The Great Barrier Reef is most commonly the victim of the crown-of-thorns starfish slaughter sprees. Since 1962, numerous outbreaks have been documented with mostly muddy views on the reasoning behind the population spikes. Even though the underlying cause of these outbreaks is still relatively unknown, all conservation and research efforts have now been directed at how to remove them entirely as a threat from the ecosystem.
A multitude of methods have been tried to remove them from coral reefs, such as physical removal by divers, introducing new predators, poisoning them, and physically cutting each individual starfish through the middle. All of these methods are not ideal in an already sensitive environment. Cutting them up has even resulted in them regenerating up to half of their bodies, inadvertently doubling their population. At the end of the day, these methods do not work, not only because they are not that ideal, but mostly because these invertebrates are inherently difficult to track. Their juveniles are often less than a centimeter in size and the adults, being nocturnal hunters, harbor beneath reefs during the day, hiding pretty much in plain sight.
The Kit: What and How
All of these reasons and presumably more have contributed to this new rapid testing kit. Developed by researchers at the Australia Institute of Marine Science, the kit has the potential to shift panic to focus.
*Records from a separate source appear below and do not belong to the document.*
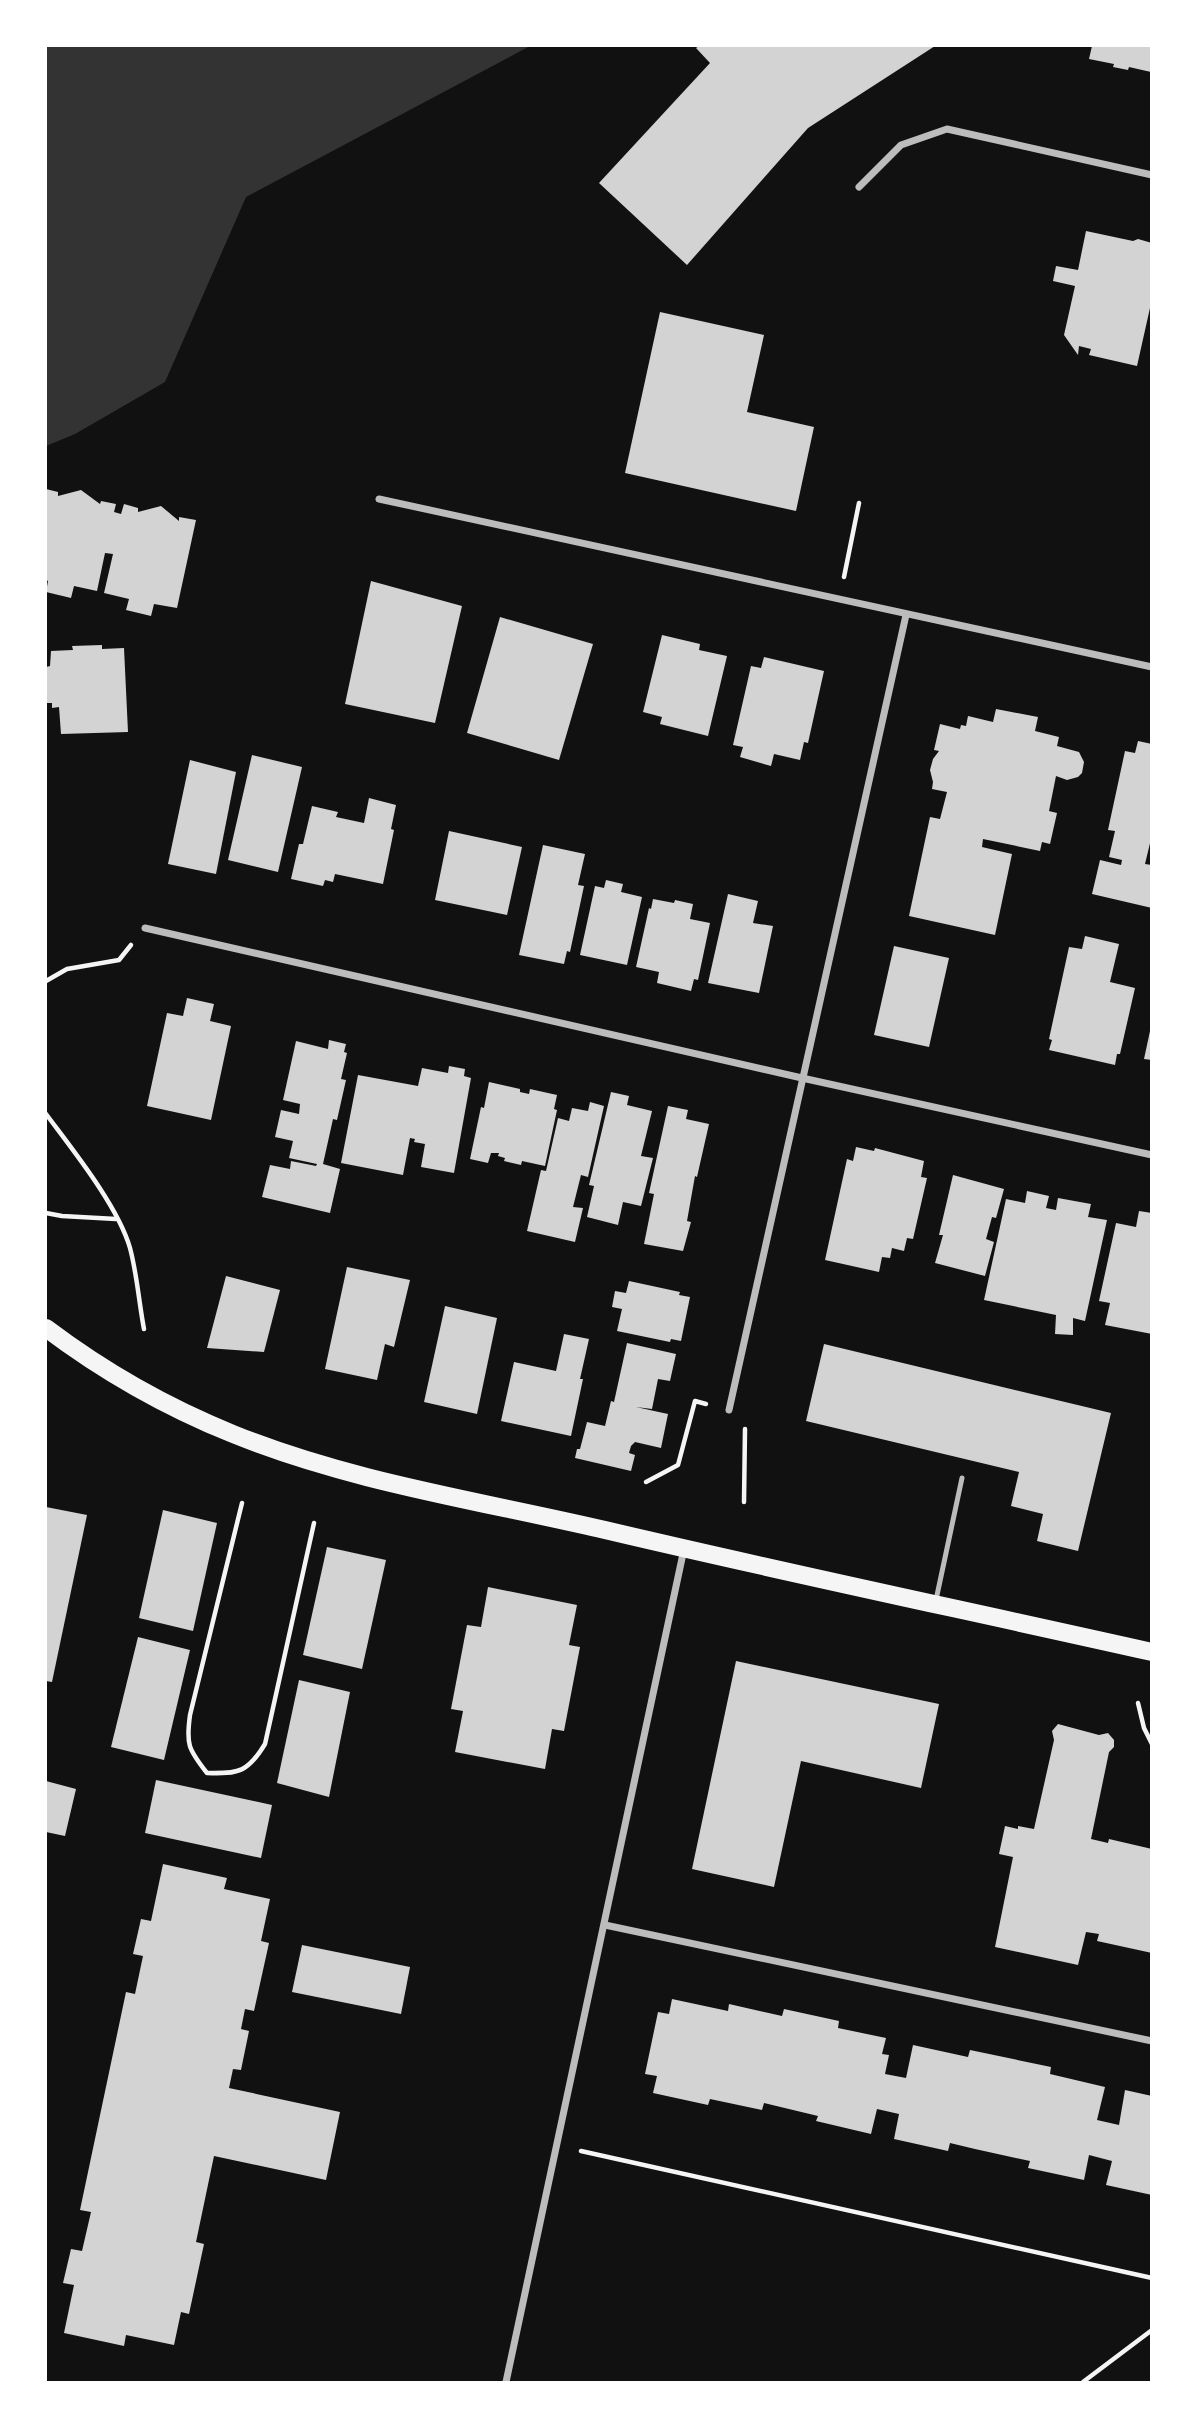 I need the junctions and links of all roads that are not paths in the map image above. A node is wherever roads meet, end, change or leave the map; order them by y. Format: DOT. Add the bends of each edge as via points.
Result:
graph roads {
  1 [pos="1152,175"];
  2 [pos="859,187"];
  3 [pos="379,499"];
  4 [pos="906,615"];
  5 [pos="1152,667"];
  6 [pos="145,928"];
  7 [pos="802,1078"];
  8 [pos="1152,1154"];
  9 [pos="46,1328"];
  10 [pos="729,1410"];
  11 [pos="962,1478"];
  12 [pos="684,1549"];
  13 [pos="935,1603"];
  14 [pos="1152,1652"];
  15 [pos="605,1924"];
  16 [pos="1152,2041"];
  17 [pos="506,2382"];
  1 -- 2 [label="street" via="947,129 901,145"];
  3 -- 4 [label="street"];
  4 -- 5 [label="street"];
  4 -- 7 [label="street"];
  6 -- 7 [label="street"];
  7 -- 8 [label="street"];
  7 -- 10 [label="street"];
  9 -- 12 [label="main road" via="118,1377 233,1435 372,1478"];
  11 -- 13 [label="lane"];
  12 -- 13 [label="main road"];
  12 -- 15 [label="street"];
  13 -- 14 [label="main road"];
  15 -- 16 [label="street"];
  15 -- 17 [label="street"];
}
The dipstick, which is more technically known as the lateral flow assay, enables quick and accurate identification of the infamous species by just dipping a stick into the surface of the water. Much like an at-home pregnancy testing kit, the stick has identification material within it that shows as a visible strip based on if it detected certain DNA present in the water or not. Tiny particles of genetic material released by the crown-of-thorns starfish are detectable even in trace amounts. This ability hints at being able to inform of not only immediate starfish presence below the surface, but also that of nearby habitats.
Aside from potentially being able to drastically contribute to protection and preservation of ecologically-significant coral reefs, this kit is awesome because it is so easy. It really is just a small kids’ play briefcase-sized box with a small sensor, a pipe, and a stick for dipping. At the risk of being overdramatic, innovations such as this testing kit are the ones that will revolutionize the conservation game going forward. Particularly when facing climate change and all of its ugly heads. Re-purposing technology that already exists and packaging it in an application that regular citizens can take part in is how active change can take place.
This simple and easy-to-use technology could be mass-produced and given to a multitude of people that live and work in marine environments and along coastlines. Fisherfolk, tourism operators, divers, lovers of the sea: all could take part in collecting these tracking trends. Meaning that data can be quickly uploaded and responded to, inevitably saving valuable corals from devastation. Specifically, for the Great Barrier Reef, this technology could remove one major environmental stressor, allowing for some space so that it might attempt to recover from the multitude of other stresses it is currently under.